Why it matters: Without matched actions and geometry, the model can’t learn true cause and effect. 🍞 Anchor: The system learns that pressing W in a hallway should make the doorway grow larger over time.

🍞 Hook: Reducing a big recipe to a quick weekday version without losing taste. 🥬 The Concept (Few-Step Distillation): Few-step distillation trains a fast student model to mimic a slow, careful teacher so it can generate high-quality frames in just a few steps.

How it works:
1. Use the teacher’s guidance signals.
2. Train the student to make similar choices quickly.
3. Practice on the student’s own rollouts so it can fix its small mistakes.
Why it matters: Without distillation, real-time response would be too slow. 🍞 Anchor: The fast model keeps the temple’s look and correct walk-forward motion while running live.

🍞 Hook: A conductor keeps the orchestra in time—they can’t play future notes yet! 🥬 The Concept (Causal Attention): Causal attention enforces that each new frame only depends on now and the past, not the future.

How it works:
1. Split time into chunks.
2. Within a chunk, smooth bidirectional attention keeps local consistency.
3. Across chunks, only past influences the future.
4. Cache previous info to go fast.
Why it matters: Without it, you can’t safely stream or interact in real-time. 🍞 Anchor: You press D to sidestep right; the next frame updates instantly based on your past view, not a hidden future frame.

03Methodology

At a high level: Inputs (image or video + actions + text) → Stage I Pre-training (learn to paint) → Stage II Middle-training (learn memory and control) → Stage III Post-training (go causal and fast) → Output (interactive, consistent video).

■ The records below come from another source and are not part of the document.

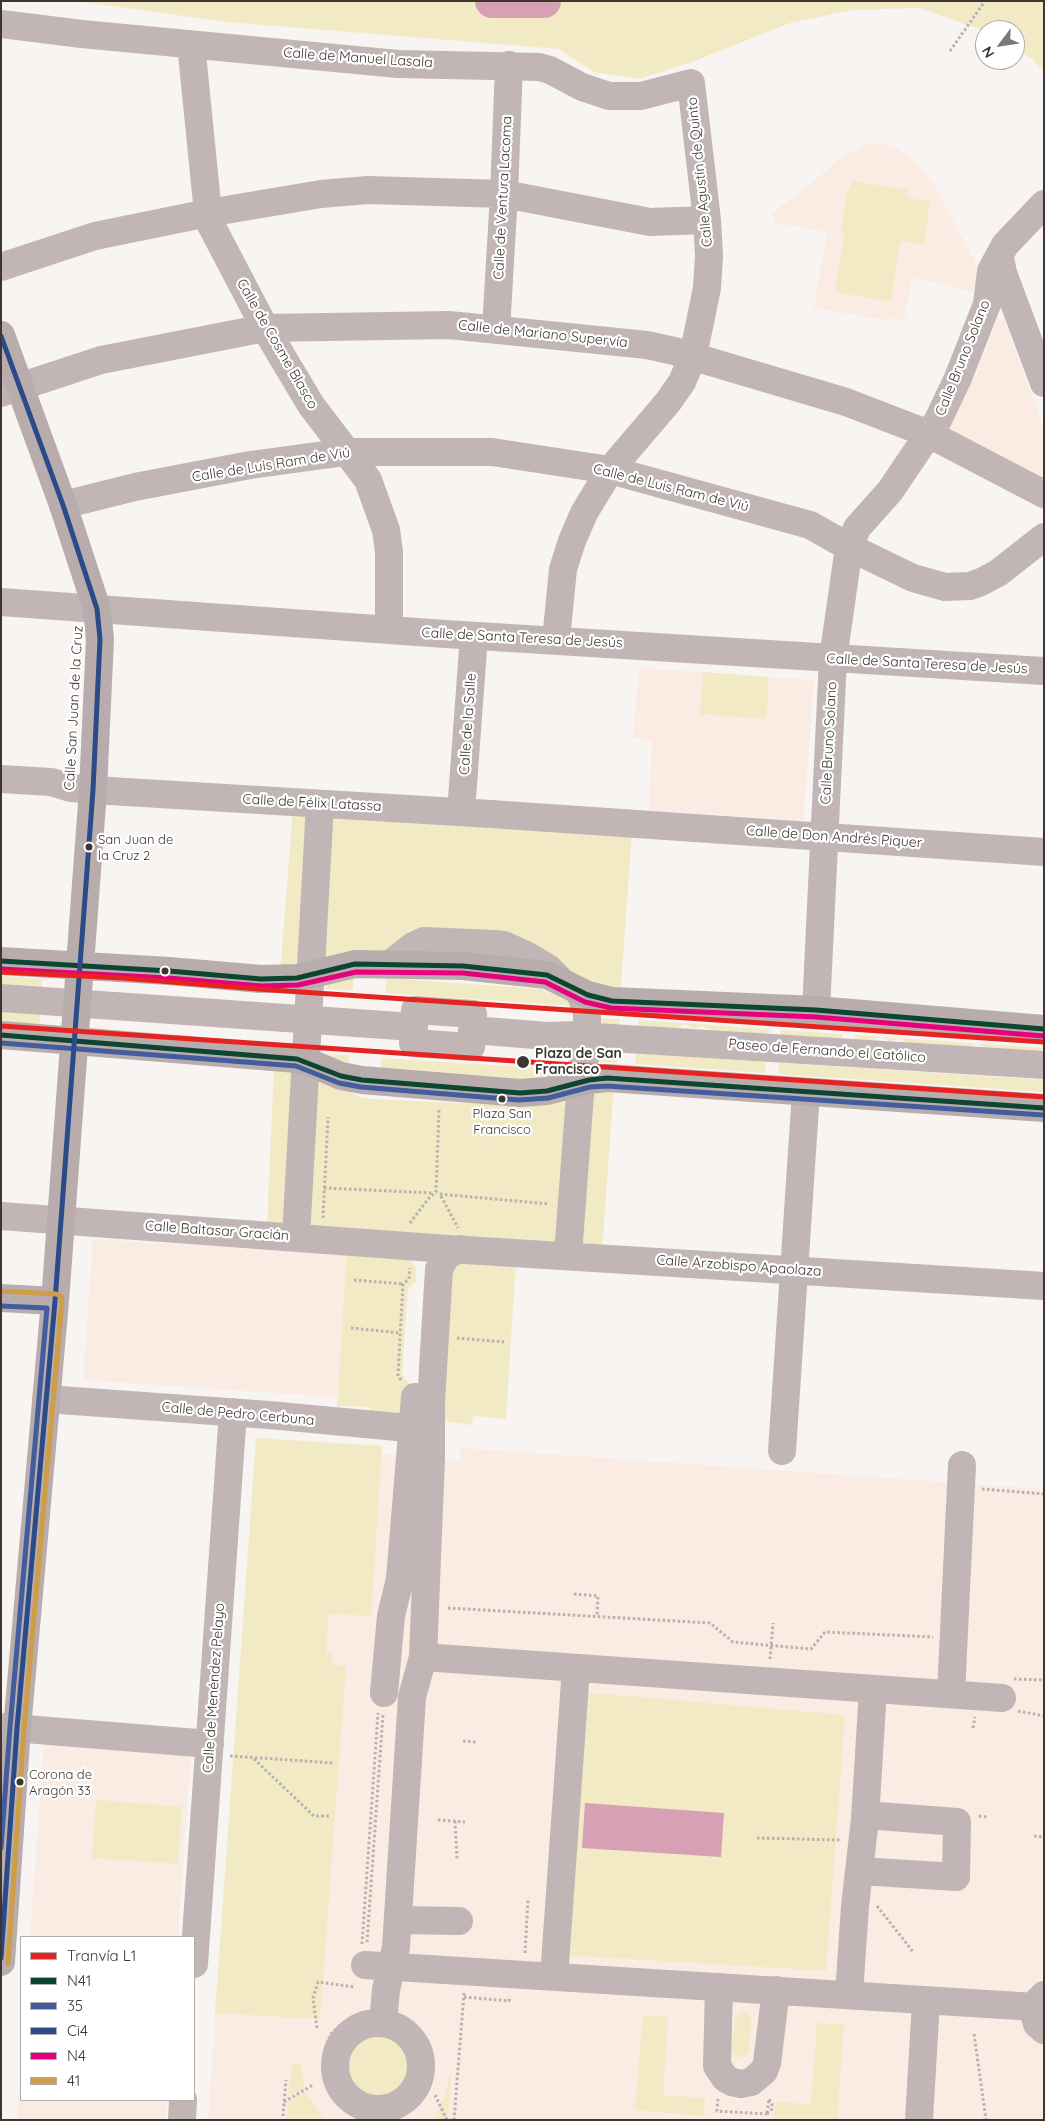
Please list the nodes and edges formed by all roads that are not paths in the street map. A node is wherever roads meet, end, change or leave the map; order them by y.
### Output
1 (7, 29) edge
2 (191, 44) junction
3 (509, 65) junction
4 (691, 83) joint
5 (504, 194) junction
6 (1044, 204) edge
7 (208, 213) junction
8 (707, 220) junction
9 (1000, 257) junction
10 (1, 267) edge
11 (265, 328) junction
12 (496, 330) junction
13 (1, 335) edge
14 (693, 356) junction
15 (1044, 383) edge
16 (10, 389) edge
17 (929, 434) junction
18 (346, 452) junction
19 (610, 470) junction
20 (1044, 494) edge
21 (63, 505) junction
22 (1044, 537) edge
23 (849, 547) junction
24 (1, 602) edge
25 (97, 609) junction
26 (389, 630) junction
27 (474, 636) junction
28 (556, 640) junction
29 (833, 659) junction
30 (1044, 670) edge
31 (1, 779) edge
32 (92, 790) junction
33 (320, 804) junction
34 (461, 812) junction
35 (623, 822) joint
36 (824, 836) junction
37 (1044, 852) edge
38 (1, 961) edge
39 (80, 965) junction
40 (311, 975) junction
41 (569, 985) junction
42 (1, 998) edge
43 (77, 1003) junction
44 (816, 1010) junction
45 (298, 1018) junction
46 (1044, 1029) edge
47 (1, 1035) edge
48 (74, 1041) junction
49 (306, 1060) junction
50 (1044, 1065) edge
51 (571, 1084) junction
52 (806, 1092) junction
53 (1044, 1108) edge
54 (1, 1216) edge
55 (61, 1220) junction
56 (296, 1237) junction
57 (461, 1242) junction
58 (416, 1246) junction
59 (568, 1255) junction
60 (794, 1270) junction
61 (1044, 1286) edge
62 (1, 1298) edge
63 (55, 1301) junction
64 (46, 1399) junction
65 (233, 1412) junction
66 (421, 1430) junction
67 (782, 1451) dead end
68 (962, 1476) road end
69 (412, 1580) junction
70 (423, 1657) junction
71 (576, 1668) junction
72 (873, 1689) junction
73 (941, 1694) junction
74 (412, 1696) junction
75 (1002, 1698) dead end
76 (381, 1699) road end
77 (9, 1727) edge
78 (219, 1750) junction
79 (7, 1810) edge
80 (865, 1815) junction
81 (859, 1871) junction
82 (398, 1920) junction
83 (459, 1921) dead end
84 (2, 1949) edge
85 (195, 1955) edge
86 (362, 1966) road end
87 (392, 1967) junction
88 (554, 1977) junction
89 (719, 1987) junction
90 (776, 1990) junction
91 (849, 1994) junction
92 (926, 2001) junction
93 (1041, 2011) edge
94 (382, 2023) junction
95 (183, 2101) edge
96 (374, 2115) edge
97 (182, 2120) edge
98 (919, 2120) edge

1 - 2 street, Calle de Manuel Lasala
2 - 3 street, Calle de Manuel Lasala
2 - 7 street, Calle de Cosme Blasco
3 - 4 street, Calle de Manuel Lasala
3 - 5 street, Calle de Ventura Lacoma
4 - 8 street, Calle Agustín de Quinto
5 - 7 street
5 - 8 street
5 - 12 street, Calle de Ventura Lacoma
6 - 9 street, Calle Bruno Solano
7 - 10 street
7 - 11 street, Calle de Cosme Blasco
8 - 14 street, Calle Agustín de Quinto
9 - 15 street
9 - 17 street, Calle Bruno Solano
11 - 12 street, Calle de Mariano Supervía
11 - 16 street, Calle de Mariano Supervía
11 - 18 street, Calle de Cosme Blasco
12 - 14 street, Calle de Mariano Supervía
13 - 16 main road, Calle San Juan de la Cruz
14 - 17 street, Calle de Mariano Supervía
14 - 19 street, Calle Agustín de Quinto
16 - 21 main road, Calle San Juan de la Cruz
17 - 20 street, Calle de Mariano Supervía
17 - 23 street, Calle Bruno Solano
18 - 19 street, Calle de Luis Ram de Viú
18 - 21 street, Calle de Luis Ram de Viú
18 - 26 street, Calle de Cosme Blasco
19 - 23 street, Calle de Luis Ram de Viú
19 - 28 street, Calle Agustín de Quinto
21 - 25 main road, Calle San Juan de la Cruz
22 - 23 street, Calle de Luis Ram de Viú
23 - 29 street, Calle Bruno Solano
24 - 25 street, Calle de Santa Teresa de Jesús
25 - 26 street, Calle de Santa Teresa de Jesús
25 - 32 main road, Calle San Juan de la Cruz
26 - 27 street, Calle de Santa Teresa de Jesús
27 - 28 street, Calle de Santa Teresa de Jesús
27 - 34 street, Calle de la Salle
28 - 29 street, Calle de Santa Teresa de Jesús
29 - 30 street, Calle de Santa Teresa de Jesús
29 - 36 street, Calle Bruno Solano
31 - 32 street, Calle de Félix Latassa
32 - 33 street, Calle de Félix Latassa
32 - 39 main road, Calle San Juan de la Cruz
33 - 34 street, Calle de Félix Latassa
33 - 40 street
34 - 35 street, Calle de Félix Latassa
35 - 36 street, Calle de Don Andrés Piquer
36 - 37 street, Calle de Don Andrés Piquer
36 - 44 street, Calle Bruno Solano
38 - 39 main road
39 - 40 main road
39 - 43 main road, Calle San Juan de la Cruz
40 - 41 main road
40 - 45 street
41 - 44 main road
41 - 51 street
42 - 43 street
43 - 45 street
43 - 48 main road, Calle San Juan de la Cruz
44 - 46 main road
45 - 49 street
45 - 50 street, Paseo de Fernando el Católico
47 - 48 main road
48 - 49 main road
48 - 55 main road, Calle San Juan de la Cruz
49 - 51 main road
49 - 56 street
51 - 52 main road
51 - 59 street
52 - 53 main road
52 - 60 street
54 - 55 street, Calle Baltasar Gracián
55 - 56 street, Calle Baltasar Gracián
55 - 63 main road, Calle San Juan de la Cruz
56 - 58 street, Calle Baltasar Gracián
57 - 58 street, Calle Arzobispo Apaolaza
57 - 59 street, Calle Arzobispo Apaolaza
57 - 66 street
58 - 66 street
59 - 60 street, Calle Arzobispo Apaolaza
60 - 61 street, Calle Arzobispo Apaolaza
60 - 67 street
62 - 63 main road
63 - 64 main road, Calle San Juan de la Cruz
64 - 65 street, Calle de Pedro Cerbuna
64 - 77 main road, Calle San Juan de la Cruz
65 - 66 street, Calle de Pedro Cerbuna
65 - 78 street, Calle de Menéndez Pelayo
66 - 69 street
68 - 73 street
69 - 70 street
69 - 74 street
69 - 76 street
70 - 71 street
70 - 74 street
71 - 72 street
71 - 88 street
72 - 73 street
72 - 80 street
73 - 75 street
74 - 82 street
77 - 78 street
77 - 79 main road, Calle San Juan de la Cruz
78 - 85 street, Calle de Menéndez Pelayo
79 - 84 main road, Calle San Juan de la Cruz
80 - 81 street
80 - 81 street
81 - 91 street
82 - 83 street
82 - 87 street
86 - 87 street
87 - 88 street
87 - 94 street
88 - 89 street
89 - 90 street
89 - 90 street
90 - 91 street
91 - 92 street
92 - 93 street
92 - 98 street
94 - 96 street
94 - 96 street
95 - 97 street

Stage I: Pre-training (establish the canvas)

What happens: Start from a powerful image-to-video diffusion foundation (Wan2.2, ~14B params) trained on diverse videos so the model already knows textures, motion basics, and object permanence.
Why it exists: If the model can’t paint beautifully and coherently, everything later will look wobbly.
Example: Feed a single outdoor photo; it produces a short, realistic pan with smooth lighting changes.

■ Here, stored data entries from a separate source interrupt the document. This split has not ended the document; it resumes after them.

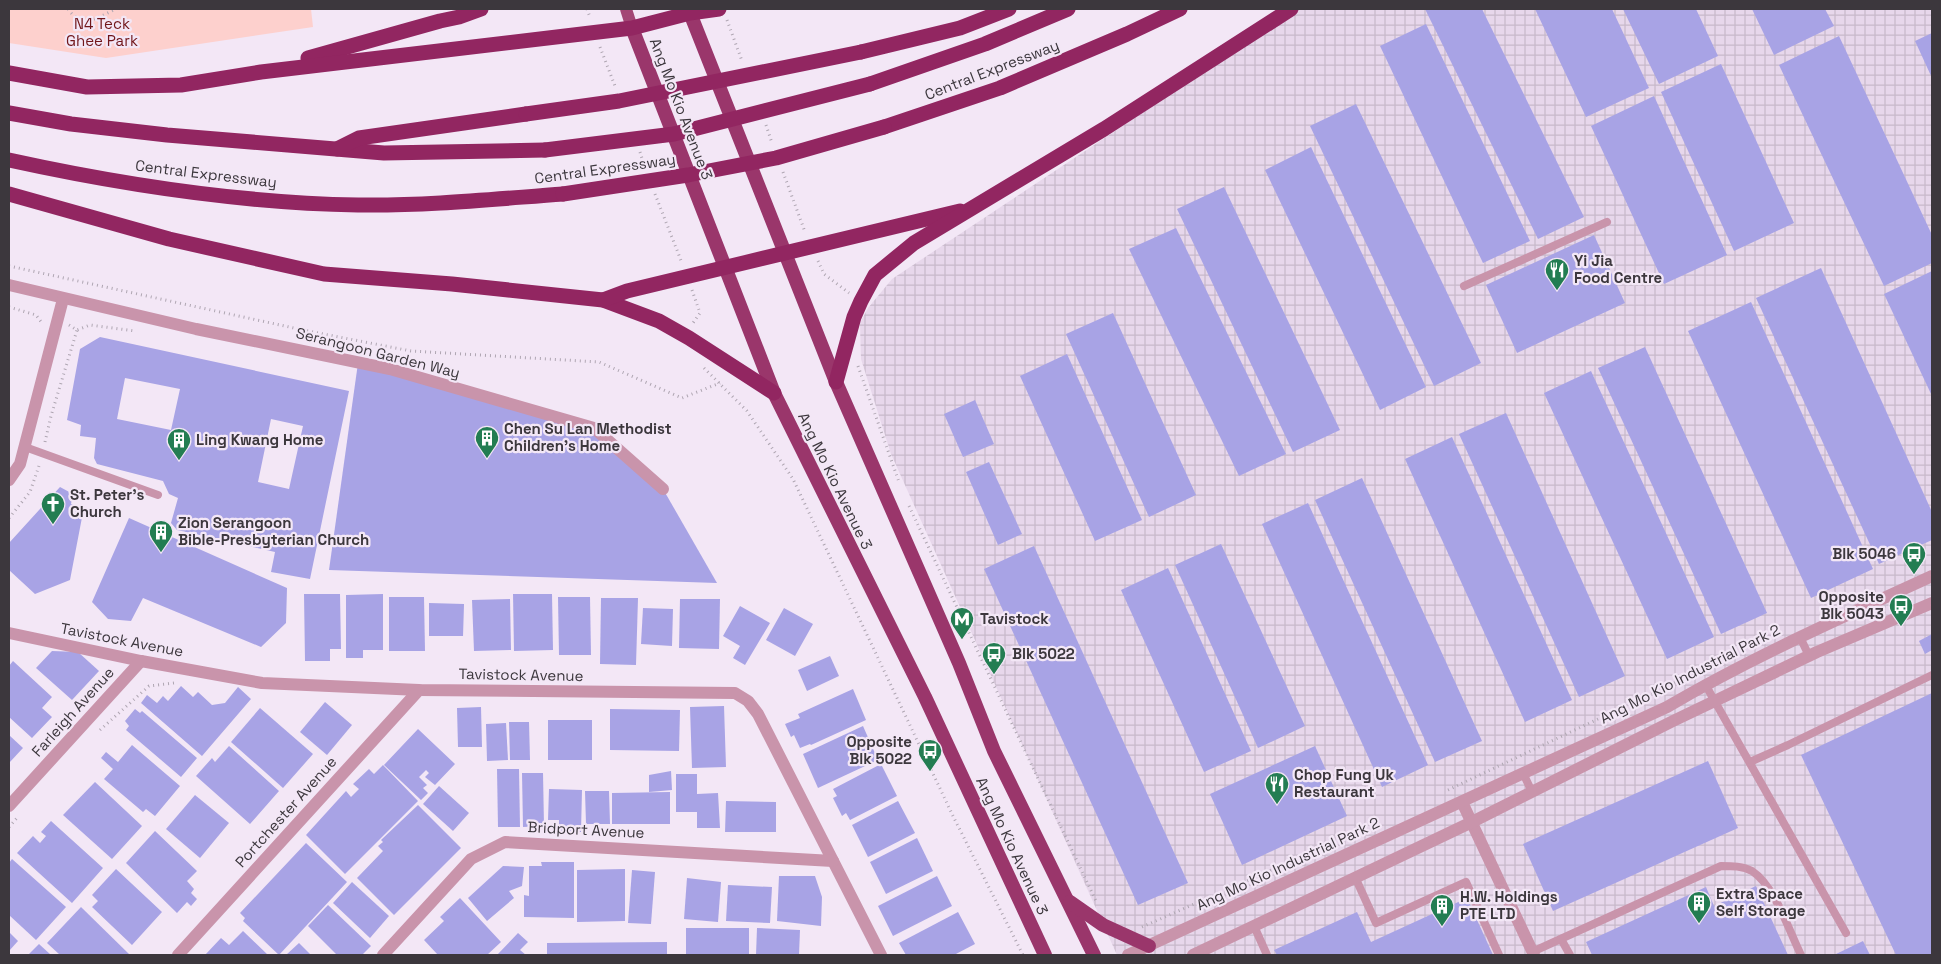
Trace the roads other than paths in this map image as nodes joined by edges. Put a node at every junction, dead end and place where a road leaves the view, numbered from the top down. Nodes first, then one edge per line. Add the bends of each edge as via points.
1 (481, 9) edge
2 (626, 9) edge
3 (1009, 9) edge
4 (1068, 9) edge
5 (1180, 9) edge
6 (1292, 9) edge
7 (690, 11) edge
8 (722, 13) edge
9 (632, 28) junction
10 (261, 72) junction
11 (9, 73) edge
12 (9, 114) edge
13 (336, 149) junction
14 (9, 160) edge
15 (9, 194) edge
16 (975, 208) junction
17 (1607, 222) dead end
18 (785, 252) junction
19 (725, 268) junction
20 (9, 285) edge
21 (1464, 286) dead end
22 (63, 299) junction
23 (603, 300) junction
24 (836, 382) junction
25 (774, 393) junction
26 (25, 448) junction
27 (9, 480) edge
28 (663, 490) dead end
29 (158, 496) dead end
30 (1932, 576) edge
31 (1932, 603) edge
32 (9, 633) edge
33 (1800, 637) junction
34 (1809, 656) junction
35 (140, 661) junction
36 (1932, 675) edge
37 (1705, 684) junction
38 (418, 690) junction
39 (1714, 702) junction
40 (1667, 707) junction
41 (1673, 721) junction
42 (1750, 762) junction
43 (1523, 773) junction
44 (1532, 792) junction
45 (1462, 802) junction
46 (9, 806) edge
47 (1472, 822) junction
48 (834, 861) junction
49 (1355, 877) junction
50 (1069, 902) junction
51 (1254, 926) junction
52 (1846, 933) dead end
53 (1561, 938) junction
54 (1149, 946) junction
55 (1533, 953) edge
56 (178, 955) edge
57 (383, 955) edge
58 (881, 955) edge
59 (1045, 955) edge
60 (1094, 955) edge
61 (1128, 955) edge
62 (1193, 955) edge
63 (1267, 955) edge
64 (1499, 955) edge
65 (1570, 955) edge
66 (1801, 955) edge

1 - 10 highway
2 - 9 main road, Ang Mo Kio Avenue 3
3 - 13 highway, bridge via 960,28 861,52 619,101 359,138
4 - 13 highway, Central Expressway, bridge via 985,44 870,84 674,134 545,150 384,153
5 - 14 highway, Central Expressway, bridge via 1000,88 884,127 776,158 688,176 563,194 359,205 258,200 155,186
6 - 16 highway
7 - 8 highway
7 - 9 highway
7 - 18 highway, Ang Mo Kio Avenue 3
9 - 10 highway
9 - 19 highway, Ang Mo Kio Avenue 3
10 - 11 highway via 181,85 87,87
12 - 13 highway, Central Expressway via 158,134
15 - 23 highway via 169,239 324,274
16 - 18 highway
16 - 24 highway via 914,243 876,276 854,317
17 - 21 lane
18 - 19 highway
18 - 24 highway, Ang Mo Kio Avenue 3
19 - 23 highway via 627,290
19 - 25 highway, Ang Mo Kio Avenue 3
20 - 22 street, Serangoon Garden Way
22 - 26 street
22 - 28 street, Serangoon Garden Way via 390,369 594,428
23 - 25 highway via 659,321
24 - 50 highway, Ang Mo Kio Avenue 3 via 959,663 994,752
25 - 59 highway, Ang Mo Kio Avenue 3 via 925,697
26 - 27 street via 20,464
26 - 29 lane
30 - 33 street, Ang Mo Kio Industrial Park 2
31 - 34 street
32 - 35 street, Tavistock Avenue
33 - 34 lane
33 - 37 street, Ang Mo Kio Industrial Park 2
34 - 39 street
35 - 38 street, Tavistock Avenue via 262,683
35 - 46 street, Farleigh Avenue
36 - 42 lane
37 - 39 lane
37 - 40 street, Ang Mo Kio Industrial Park 2
38 - 48 street, Tavistock Avenue via 735,693 748,701 758,714
38 - 56 street, Portchester Avenue
39 - 41 street
39 - 42 lane
40 - 41 lane
40 - 43 street, Ang Mo Kio Industrial Park 2
41 - 44 street
42 - 52 lane
43 - 44 lane
43 - 45 street, Ang Mo Kio Industrial Park 2
44 - 47 street
45 - 47 street
45 - 54 street, Ang Mo Kio Industrial Park 2
47 - 49 street
47 - 55 street
48 - 57 street, Bridport Avenue via 505,842 471,859
48 - 58 street, Tavistock Avenue
49 - 51 street
49 - 64 lane via 1376,923 1466,882
50 - 54 highway via 1103,926
50 - 60 highway, Ang Mo Kio Avenue 3
51 - 62 street
51 - 63 lane
53 - 55 lane
53 - 65 lane
53 - 66 lane via 1721,866 1738,866 1752,872 1770,889
54 - 61 street, Ang Mo Kio Industrial Park 2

Stage II: Middle-training (add long memory and action control)

Build a fundamental world model with long context

What happens:
- Use longer clips (from ~5 s to ~60 s) so the model sees events reappear and must stay consistent.
- Increase weight on early (high-noise) steps that set global structure to reduce long-term drift.
- Train on both image-to-video (predict after a single frame) and video continuation (extend a clip) so it can start from anywhere.
Why it exists: To keep the temple doors, statue, and lighting stable as you roam around for minutes.
Example: Walk away from a bridge, come back 45 seconds later; it appears in the right spot and size.

Add controllability via action injection

What happens: Actions include discrete keys (W/A/S/D) and continuous camera turns. Camera motion is encoded with Plücker-inspired embeddings; keys become multi-hot vectors. These are fused and injected into the model with Adaptive LayerNorm (AdaLN) to scale/shift internal features.
Why it exists: Without action modulation, motion would be random rather than following your inputs.
Example: Hold W and turn the mouse right; the hallway expands forward and rotates smoothly.

Keep training feasible

What happens: Training a ~28B parameter Mixture-of-Experts (two ~14B experts, one active per step) on minute-long videos requires memory tricks: Fully Sharded Data Parallel (FSDP2) splits parameters/states across GPUs; Ulysses context parallel slices long sequences so attention fits.
Why it exists: Otherwise, GPU memory would run out before learning long horizons.
Example: A 60-second, 16 fps clip becomes sequence shards across machines to train in parallel.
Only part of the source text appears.